▸ What needs to be done: In the entries below, find every line holding the string "tunnel" and collect it.

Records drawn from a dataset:
☆ ☆ ☆ ☆ ☆ ☆ ☆

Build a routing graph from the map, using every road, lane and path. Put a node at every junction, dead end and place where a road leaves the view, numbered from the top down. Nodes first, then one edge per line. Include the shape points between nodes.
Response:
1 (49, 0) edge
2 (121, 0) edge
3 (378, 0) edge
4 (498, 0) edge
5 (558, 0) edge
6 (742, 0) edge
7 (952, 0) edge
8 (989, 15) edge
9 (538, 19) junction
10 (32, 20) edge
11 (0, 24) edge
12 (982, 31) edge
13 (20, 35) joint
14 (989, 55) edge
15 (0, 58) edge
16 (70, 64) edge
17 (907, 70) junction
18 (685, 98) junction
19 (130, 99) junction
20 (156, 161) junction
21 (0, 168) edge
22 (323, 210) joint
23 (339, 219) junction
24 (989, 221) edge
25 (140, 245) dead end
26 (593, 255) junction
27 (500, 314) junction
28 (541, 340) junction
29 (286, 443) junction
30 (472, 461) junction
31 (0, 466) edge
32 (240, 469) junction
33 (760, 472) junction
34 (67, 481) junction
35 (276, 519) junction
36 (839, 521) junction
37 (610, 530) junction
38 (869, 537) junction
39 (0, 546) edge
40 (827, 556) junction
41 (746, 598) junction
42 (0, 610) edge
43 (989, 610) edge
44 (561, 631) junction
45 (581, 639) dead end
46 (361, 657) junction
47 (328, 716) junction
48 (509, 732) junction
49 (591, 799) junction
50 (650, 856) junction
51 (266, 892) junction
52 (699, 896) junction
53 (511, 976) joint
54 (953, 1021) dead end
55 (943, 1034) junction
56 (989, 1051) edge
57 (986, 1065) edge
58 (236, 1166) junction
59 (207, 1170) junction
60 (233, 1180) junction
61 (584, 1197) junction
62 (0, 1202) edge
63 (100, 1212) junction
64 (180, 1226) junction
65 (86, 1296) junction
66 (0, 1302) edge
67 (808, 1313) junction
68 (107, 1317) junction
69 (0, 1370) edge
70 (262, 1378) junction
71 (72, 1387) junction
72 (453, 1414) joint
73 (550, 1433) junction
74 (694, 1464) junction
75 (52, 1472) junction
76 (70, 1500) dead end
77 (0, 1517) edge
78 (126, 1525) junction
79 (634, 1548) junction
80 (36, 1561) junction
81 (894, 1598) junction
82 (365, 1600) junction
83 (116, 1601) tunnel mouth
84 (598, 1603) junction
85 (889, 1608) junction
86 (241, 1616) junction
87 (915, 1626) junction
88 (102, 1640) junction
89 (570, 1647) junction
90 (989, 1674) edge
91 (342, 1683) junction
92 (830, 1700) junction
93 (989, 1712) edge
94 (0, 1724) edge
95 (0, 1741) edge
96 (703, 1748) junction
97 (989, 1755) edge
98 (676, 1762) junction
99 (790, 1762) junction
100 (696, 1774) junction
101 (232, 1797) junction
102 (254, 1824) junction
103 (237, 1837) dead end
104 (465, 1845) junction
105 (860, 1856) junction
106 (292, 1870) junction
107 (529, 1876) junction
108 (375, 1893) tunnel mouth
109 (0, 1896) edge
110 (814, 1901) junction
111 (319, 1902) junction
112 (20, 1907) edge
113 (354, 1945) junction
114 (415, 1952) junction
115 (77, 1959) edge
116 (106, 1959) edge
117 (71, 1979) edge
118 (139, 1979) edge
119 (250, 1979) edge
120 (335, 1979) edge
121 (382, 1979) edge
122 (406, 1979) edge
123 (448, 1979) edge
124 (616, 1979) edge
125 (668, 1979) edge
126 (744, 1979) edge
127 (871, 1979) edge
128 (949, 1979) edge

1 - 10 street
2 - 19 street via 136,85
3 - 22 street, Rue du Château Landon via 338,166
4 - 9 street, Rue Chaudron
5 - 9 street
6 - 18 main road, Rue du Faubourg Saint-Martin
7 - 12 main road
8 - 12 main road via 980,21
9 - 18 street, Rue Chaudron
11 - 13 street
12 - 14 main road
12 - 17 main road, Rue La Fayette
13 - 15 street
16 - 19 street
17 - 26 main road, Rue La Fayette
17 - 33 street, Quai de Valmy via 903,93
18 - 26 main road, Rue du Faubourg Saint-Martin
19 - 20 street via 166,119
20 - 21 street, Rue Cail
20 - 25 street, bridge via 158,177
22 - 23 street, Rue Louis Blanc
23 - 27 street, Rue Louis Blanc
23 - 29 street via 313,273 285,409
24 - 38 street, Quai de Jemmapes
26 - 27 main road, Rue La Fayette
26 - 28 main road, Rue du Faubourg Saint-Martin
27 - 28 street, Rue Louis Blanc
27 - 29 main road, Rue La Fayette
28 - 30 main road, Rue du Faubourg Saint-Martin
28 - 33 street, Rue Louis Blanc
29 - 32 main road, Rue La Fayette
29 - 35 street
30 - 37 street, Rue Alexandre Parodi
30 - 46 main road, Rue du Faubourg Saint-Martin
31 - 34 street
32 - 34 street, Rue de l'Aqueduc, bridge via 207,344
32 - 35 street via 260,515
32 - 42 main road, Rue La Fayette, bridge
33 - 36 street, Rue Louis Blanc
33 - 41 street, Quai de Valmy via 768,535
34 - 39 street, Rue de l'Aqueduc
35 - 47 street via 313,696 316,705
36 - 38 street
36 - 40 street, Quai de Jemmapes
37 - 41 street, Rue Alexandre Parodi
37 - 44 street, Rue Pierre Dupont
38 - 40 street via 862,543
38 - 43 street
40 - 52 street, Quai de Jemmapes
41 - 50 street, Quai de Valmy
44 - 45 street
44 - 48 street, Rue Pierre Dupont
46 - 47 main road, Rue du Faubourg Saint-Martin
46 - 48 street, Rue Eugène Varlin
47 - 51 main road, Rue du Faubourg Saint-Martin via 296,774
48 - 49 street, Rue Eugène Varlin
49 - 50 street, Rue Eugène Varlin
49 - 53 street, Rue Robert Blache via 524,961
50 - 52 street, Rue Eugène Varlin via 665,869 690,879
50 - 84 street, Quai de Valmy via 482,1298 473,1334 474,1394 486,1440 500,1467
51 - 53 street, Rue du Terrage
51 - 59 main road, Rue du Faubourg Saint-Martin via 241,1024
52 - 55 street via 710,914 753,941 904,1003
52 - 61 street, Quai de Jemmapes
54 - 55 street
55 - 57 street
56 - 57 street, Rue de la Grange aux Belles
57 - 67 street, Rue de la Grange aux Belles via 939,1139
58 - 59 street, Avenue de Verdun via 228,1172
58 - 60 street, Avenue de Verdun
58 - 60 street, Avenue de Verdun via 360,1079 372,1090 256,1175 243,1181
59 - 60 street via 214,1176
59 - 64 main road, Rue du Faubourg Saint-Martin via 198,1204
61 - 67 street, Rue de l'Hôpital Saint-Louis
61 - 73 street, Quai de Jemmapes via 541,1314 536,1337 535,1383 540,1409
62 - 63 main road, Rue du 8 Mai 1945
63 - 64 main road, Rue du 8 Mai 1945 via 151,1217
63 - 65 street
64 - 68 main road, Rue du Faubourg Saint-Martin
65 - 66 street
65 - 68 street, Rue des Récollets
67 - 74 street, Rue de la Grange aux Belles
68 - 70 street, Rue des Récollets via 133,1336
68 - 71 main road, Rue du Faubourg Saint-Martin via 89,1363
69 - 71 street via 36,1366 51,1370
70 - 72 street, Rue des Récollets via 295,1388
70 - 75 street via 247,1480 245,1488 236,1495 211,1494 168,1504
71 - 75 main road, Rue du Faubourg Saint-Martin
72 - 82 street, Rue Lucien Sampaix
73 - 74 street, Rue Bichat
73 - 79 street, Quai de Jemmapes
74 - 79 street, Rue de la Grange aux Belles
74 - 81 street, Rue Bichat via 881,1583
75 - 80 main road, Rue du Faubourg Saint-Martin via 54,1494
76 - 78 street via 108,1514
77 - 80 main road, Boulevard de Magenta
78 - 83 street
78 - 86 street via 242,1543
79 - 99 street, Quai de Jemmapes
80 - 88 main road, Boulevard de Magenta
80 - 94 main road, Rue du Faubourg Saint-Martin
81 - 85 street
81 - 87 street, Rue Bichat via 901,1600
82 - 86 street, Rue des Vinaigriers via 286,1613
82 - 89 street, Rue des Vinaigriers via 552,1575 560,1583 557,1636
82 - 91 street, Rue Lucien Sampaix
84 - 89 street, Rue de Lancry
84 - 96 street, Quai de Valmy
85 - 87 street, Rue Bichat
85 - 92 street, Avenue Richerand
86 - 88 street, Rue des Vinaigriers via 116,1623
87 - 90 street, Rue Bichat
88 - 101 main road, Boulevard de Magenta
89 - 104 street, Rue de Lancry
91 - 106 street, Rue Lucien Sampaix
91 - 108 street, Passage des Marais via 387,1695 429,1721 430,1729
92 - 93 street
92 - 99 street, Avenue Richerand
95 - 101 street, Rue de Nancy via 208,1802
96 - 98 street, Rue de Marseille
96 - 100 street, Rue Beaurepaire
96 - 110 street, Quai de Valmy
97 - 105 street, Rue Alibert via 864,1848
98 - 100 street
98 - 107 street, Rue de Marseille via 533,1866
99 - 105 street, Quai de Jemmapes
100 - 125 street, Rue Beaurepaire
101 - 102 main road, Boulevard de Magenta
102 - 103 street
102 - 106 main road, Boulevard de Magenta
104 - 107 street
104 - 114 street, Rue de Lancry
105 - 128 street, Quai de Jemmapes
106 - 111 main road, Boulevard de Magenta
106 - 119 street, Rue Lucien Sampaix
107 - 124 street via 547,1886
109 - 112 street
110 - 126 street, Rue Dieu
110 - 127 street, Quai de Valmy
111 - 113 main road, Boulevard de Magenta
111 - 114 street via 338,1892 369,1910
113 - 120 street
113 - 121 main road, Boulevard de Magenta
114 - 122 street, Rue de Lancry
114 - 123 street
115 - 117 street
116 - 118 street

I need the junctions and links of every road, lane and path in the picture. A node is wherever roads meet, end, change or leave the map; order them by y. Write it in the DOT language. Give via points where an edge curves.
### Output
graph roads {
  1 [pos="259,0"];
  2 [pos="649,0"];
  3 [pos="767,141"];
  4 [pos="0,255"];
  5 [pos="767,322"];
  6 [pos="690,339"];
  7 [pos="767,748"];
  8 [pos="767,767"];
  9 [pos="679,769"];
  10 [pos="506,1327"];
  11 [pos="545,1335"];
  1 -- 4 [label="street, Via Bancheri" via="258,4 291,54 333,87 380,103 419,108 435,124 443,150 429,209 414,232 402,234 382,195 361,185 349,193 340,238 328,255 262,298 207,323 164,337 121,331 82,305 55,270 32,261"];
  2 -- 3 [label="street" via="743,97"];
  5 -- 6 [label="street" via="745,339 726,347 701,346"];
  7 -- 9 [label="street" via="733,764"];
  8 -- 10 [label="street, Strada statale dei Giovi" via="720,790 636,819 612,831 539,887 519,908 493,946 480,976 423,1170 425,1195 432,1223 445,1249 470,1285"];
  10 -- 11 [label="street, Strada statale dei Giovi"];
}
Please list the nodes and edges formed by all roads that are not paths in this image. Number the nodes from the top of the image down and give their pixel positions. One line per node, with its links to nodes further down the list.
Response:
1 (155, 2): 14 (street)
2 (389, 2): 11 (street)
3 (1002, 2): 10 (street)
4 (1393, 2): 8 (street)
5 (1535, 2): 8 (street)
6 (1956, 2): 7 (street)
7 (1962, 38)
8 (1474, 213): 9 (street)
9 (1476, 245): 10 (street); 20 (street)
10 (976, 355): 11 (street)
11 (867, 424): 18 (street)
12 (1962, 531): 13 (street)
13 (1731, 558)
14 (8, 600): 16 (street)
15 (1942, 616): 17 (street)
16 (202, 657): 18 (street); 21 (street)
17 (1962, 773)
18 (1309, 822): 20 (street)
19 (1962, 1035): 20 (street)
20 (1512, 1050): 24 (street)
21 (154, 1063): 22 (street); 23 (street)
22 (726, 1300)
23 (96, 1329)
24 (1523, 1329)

☆ ☆ ☆ ☆ ☆ ☆ ☆

▸ Exercise result:
83 (116, 1601) tunnel mouth
108 (375, 1893) tunnel mouth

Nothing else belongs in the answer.